今日、国際社会は国際秩序の根幹を揺るがす事態に直面しています。ロシアによるウクライナ侵略は明確な国際法違反であるとともに、力による一方的な現状変更の試みであり、断じて認めることはできません。国際秩序の中核的な原則を守り抜くことは、急速に厳しさを増すインド太平洋の外交・安全保障の観点からも不可欠です。日本は、国際社会と結束して、毅然(きぜん)と行動していきます。私やモディ首相も参加した先日の日米豪印首脳テレビ会議においても、このような力による一方的な現状変更をインド太平洋地域においても許してはならないこと、こうした状況だからこそ「自由で開かれたインド太平洋」の実現に向けた取組を一層推進していくことが重要であることで一致したところです。

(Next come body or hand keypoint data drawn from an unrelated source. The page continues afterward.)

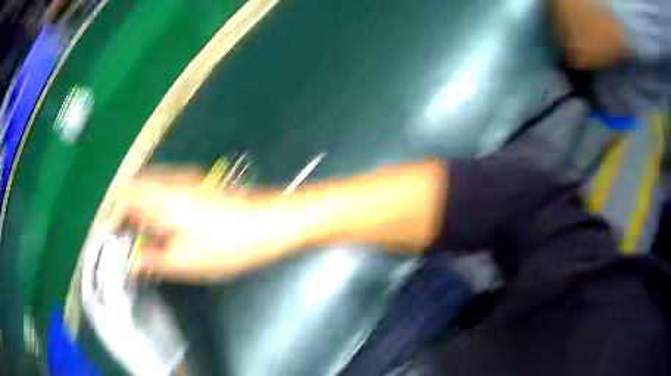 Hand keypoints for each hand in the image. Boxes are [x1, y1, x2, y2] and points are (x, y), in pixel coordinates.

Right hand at [111, 167, 299, 282]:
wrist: (271, 222)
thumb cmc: (226, 244)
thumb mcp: (184, 261)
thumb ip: (152, 260)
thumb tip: (132, 262)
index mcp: (161, 197)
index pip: (125, 195)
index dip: (116, 214)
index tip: (117, 236)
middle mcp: (171, 182)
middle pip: (138, 191)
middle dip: (130, 214)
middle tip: (133, 241)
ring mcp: (188, 181)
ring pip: (153, 191)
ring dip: (145, 212)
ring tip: (150, 239)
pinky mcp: (201, 186)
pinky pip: (169, 193)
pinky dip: (161, 208)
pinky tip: (171, 229) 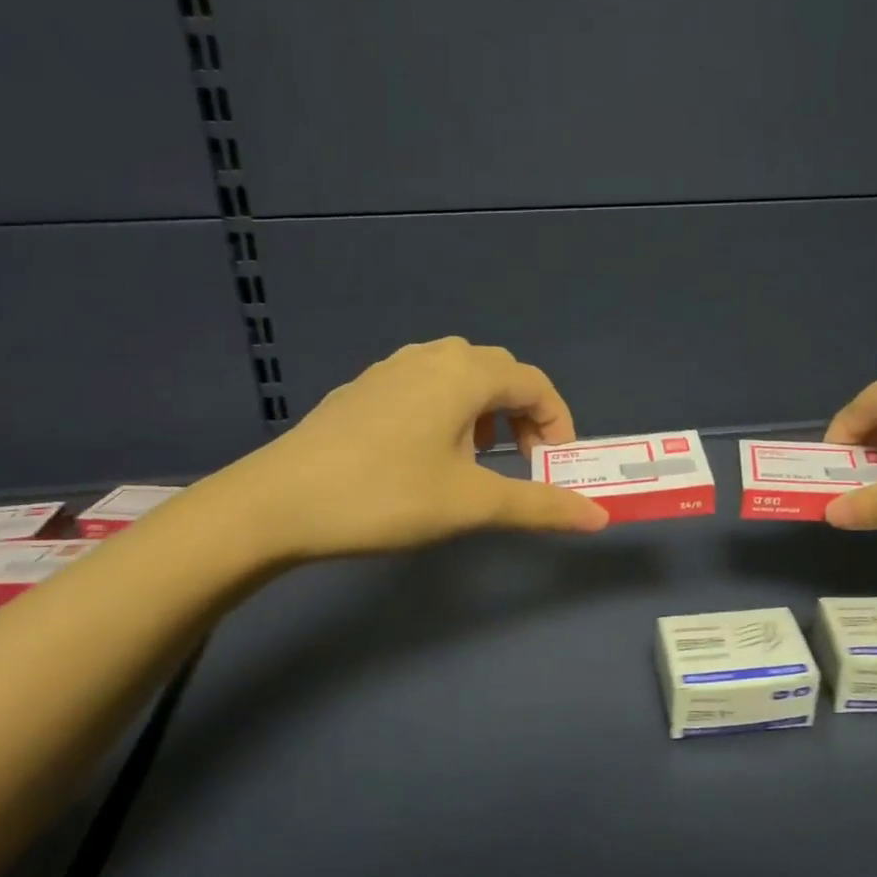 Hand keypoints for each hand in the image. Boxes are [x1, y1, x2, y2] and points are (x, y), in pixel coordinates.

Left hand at [209, 338, 607, 562]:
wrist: (277, 503)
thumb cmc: (386, 496)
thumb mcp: (471, 504)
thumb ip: (540, 506)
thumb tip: (599, 518)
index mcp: (465, 374)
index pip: (534, 384)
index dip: (559, 423)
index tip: (557, 468)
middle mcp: (432, 357)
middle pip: (499, 374)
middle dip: (524, 417)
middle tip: (525, 464)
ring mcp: (391, 369)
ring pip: (459, 377)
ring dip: (486, 412)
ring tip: (478, 459)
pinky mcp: (363, 389)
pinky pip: (425, 386)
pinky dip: (448, 412)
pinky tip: (427, 454) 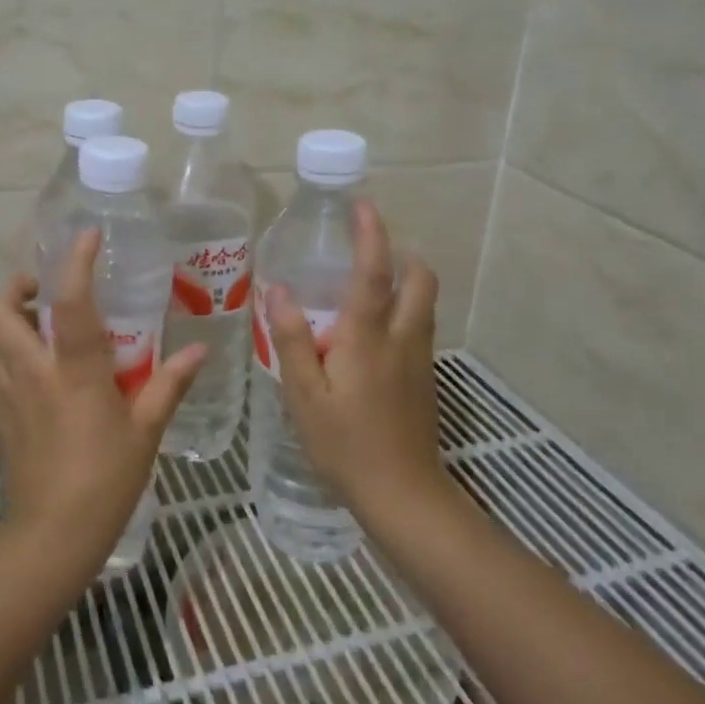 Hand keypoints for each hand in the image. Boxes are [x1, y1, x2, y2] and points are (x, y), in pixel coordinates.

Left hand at [0, 229, 206, 572]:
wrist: (52, 536)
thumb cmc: (106, 480)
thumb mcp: (146, 430)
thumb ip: (170, 384)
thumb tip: (199, 352)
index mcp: (74, 371)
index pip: (71, 303)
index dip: (76, 262)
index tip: (87, 236)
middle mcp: (32, 372)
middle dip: (14, 287)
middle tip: (43, 291)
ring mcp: (6, 393)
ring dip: (1, 316)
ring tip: (33, 321)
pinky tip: (25, 363)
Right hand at [265, 200, 445, 517]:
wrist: (404, 497)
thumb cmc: (346, 445)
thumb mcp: (304, 395)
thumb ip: (293, 339)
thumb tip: (279, 290)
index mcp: (368, 336)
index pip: (374, 272)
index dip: (370, 234)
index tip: (363, 206)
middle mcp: (402, 338)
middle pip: (420, 279)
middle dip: (402, 254)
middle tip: (367, 252)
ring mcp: (419, 359)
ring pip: (424, 303)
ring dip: (406, 281)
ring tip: (367, 287)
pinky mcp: (425, 380)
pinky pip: (419, 327)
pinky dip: (404, 310)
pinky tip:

このような中、いかにして国際秩序の根幹を守っていくのか。コロナ後を見据えて、いかに強靱なサプライチェーンを構築し、経済を活性化していくか。急速に変化する現実に即して国際機関をどう改革していくか。サイバーや気候変動といった新たな国際課題にどう対処できるか。今回の訪問において、モディ首相との間で、これらの課題に関する議論を深めるとともに、法の支配に基づく「自由で開かれたインド太平洋」のビジョンをいかに具現化していくか、率直な意見交換を行うことを楽しみにしています。
日印が国交を樹立してから70年後の今日、インドには日本がODA(政府開発援助)を通じて支援したメトロが走り、日本企業が作った車が走り、今後高速鉄道も走ります。現在コロナで困難な状況は続いていますが、両国の国民レベルの交流も進んでいます。さらに近年では、日本の自衛隊とインド軍による共同訓練など、安全保障分野での協力も著しく進展しています。基本的価値を共有する日米豪印の4カ国の協力も急速に発展しており、今後、モディ首相の参加も得て、首脳会合を開催すべく調整をしています。日印関係は「特別戦略的グローバル・パートナーシップ」という名が示すように、文明的な絆(きずな)、固い友情、共通の普遍的価値に基づいた、包括的で重層的な関係へと発展してきました。今回の私のインド訪問が日印関係に新たなページを刻み、「日印特別戦略的グローバル・パートナーシップ」の一層の深化へとつながることを、心から願ってやみません。インドの皆様にお会いするのを楽しみにしております。